■ EXERCISE INSTRUCTIONS ■
Restate all data exactly. No images.

**** THE RECORDS

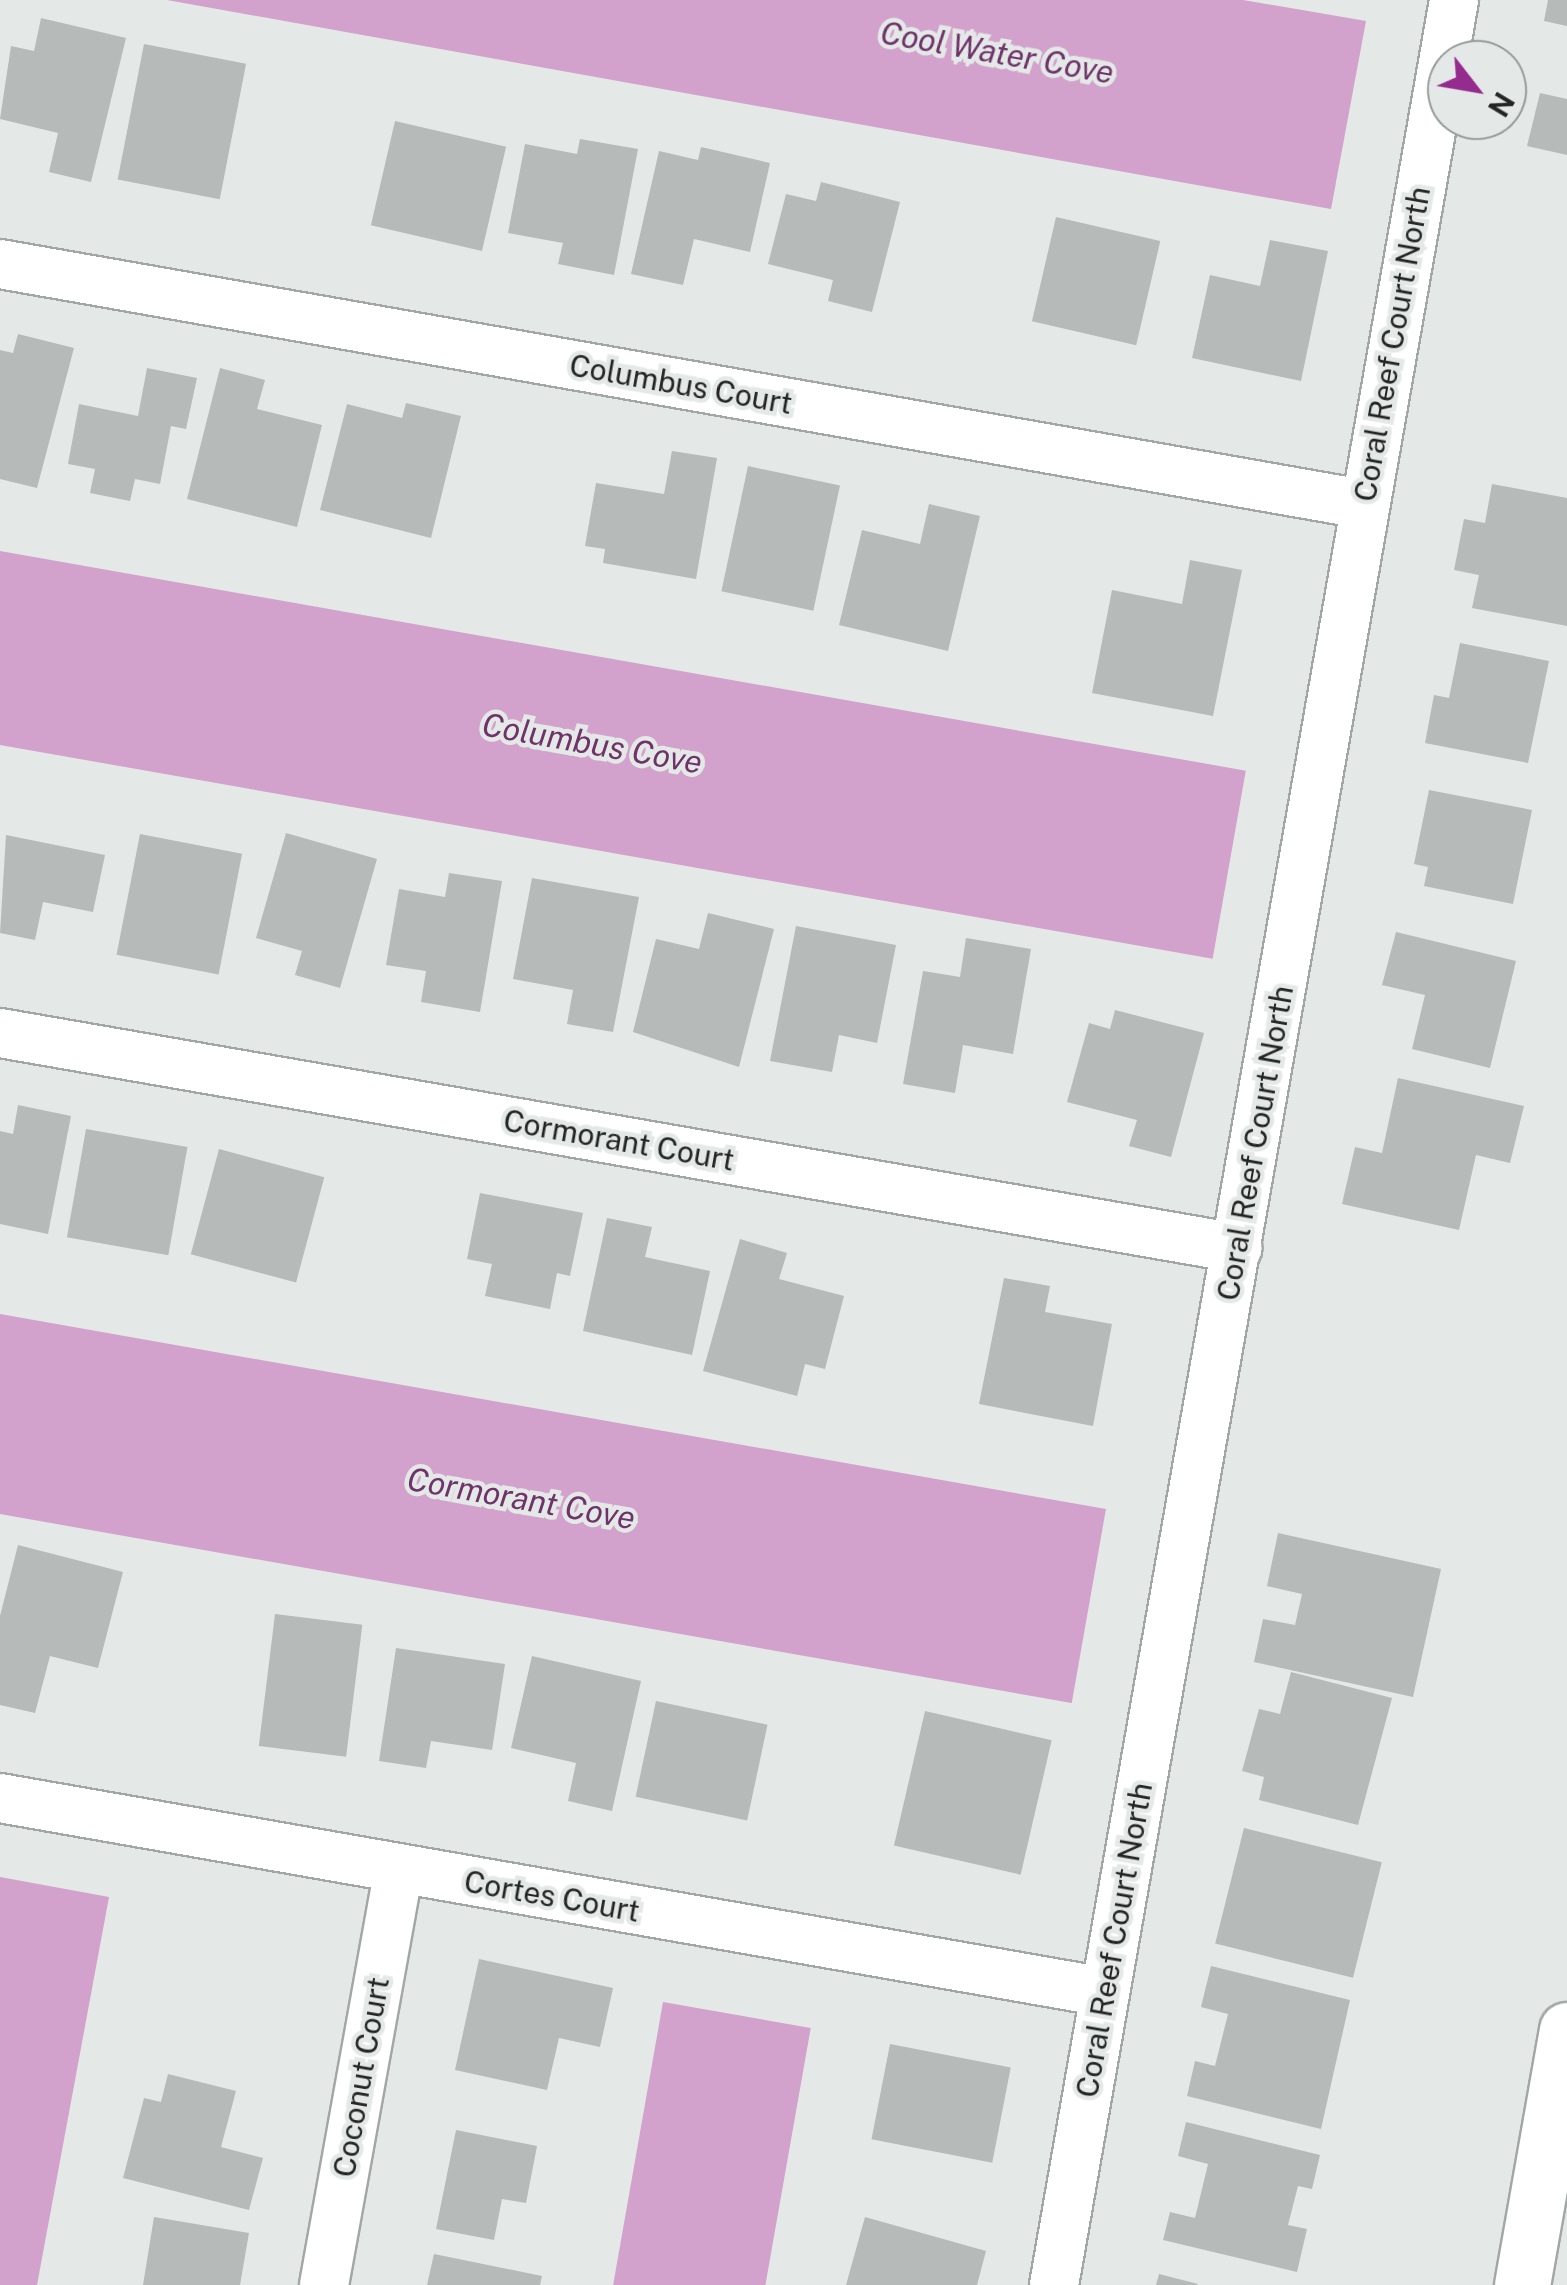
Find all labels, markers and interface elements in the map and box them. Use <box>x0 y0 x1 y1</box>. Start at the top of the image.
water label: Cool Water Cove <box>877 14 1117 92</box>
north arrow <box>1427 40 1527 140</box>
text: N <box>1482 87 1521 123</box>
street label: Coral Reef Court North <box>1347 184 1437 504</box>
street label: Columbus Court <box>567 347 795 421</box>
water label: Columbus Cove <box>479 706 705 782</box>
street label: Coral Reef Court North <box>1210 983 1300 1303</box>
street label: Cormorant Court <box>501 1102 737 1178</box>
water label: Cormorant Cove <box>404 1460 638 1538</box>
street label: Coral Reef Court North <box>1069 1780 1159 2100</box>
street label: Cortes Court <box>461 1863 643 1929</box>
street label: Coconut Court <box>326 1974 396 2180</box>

********

■ TASK RESULT ■
Find all labels, markers and interface elements in the map and box them. Use <box>x0 y0 x1 y1</box>. Start at the top of the image.
water label: Cool Water Cove <box>877 14 1117 92</box>
north arrow <box>1427 40 1527 140</box>
text: N <box>1482 87 1521 123</box>
street label: Coral Reef Court North <box>1347 184 1437 504</box>
street label: Columbus Court <box>567 347 795 421</box>
water label: Columbus Cove <box>479 706 705 782</box>
street label: Coral Reef Court North <box>1210 983 1300 1303</box>
street label: Cormorant Court <box>501 1102 737 1178</box>
water label: Cormorant Cove <box>404 1460 638 1538</box>
street label: Coral Reef Court North <box>1069 1780 1159 2100</box>
street label: Cortes Court <box>461 1863 643 1929</box>
street label: Coconut Court <box>326 1974 396 2180</box>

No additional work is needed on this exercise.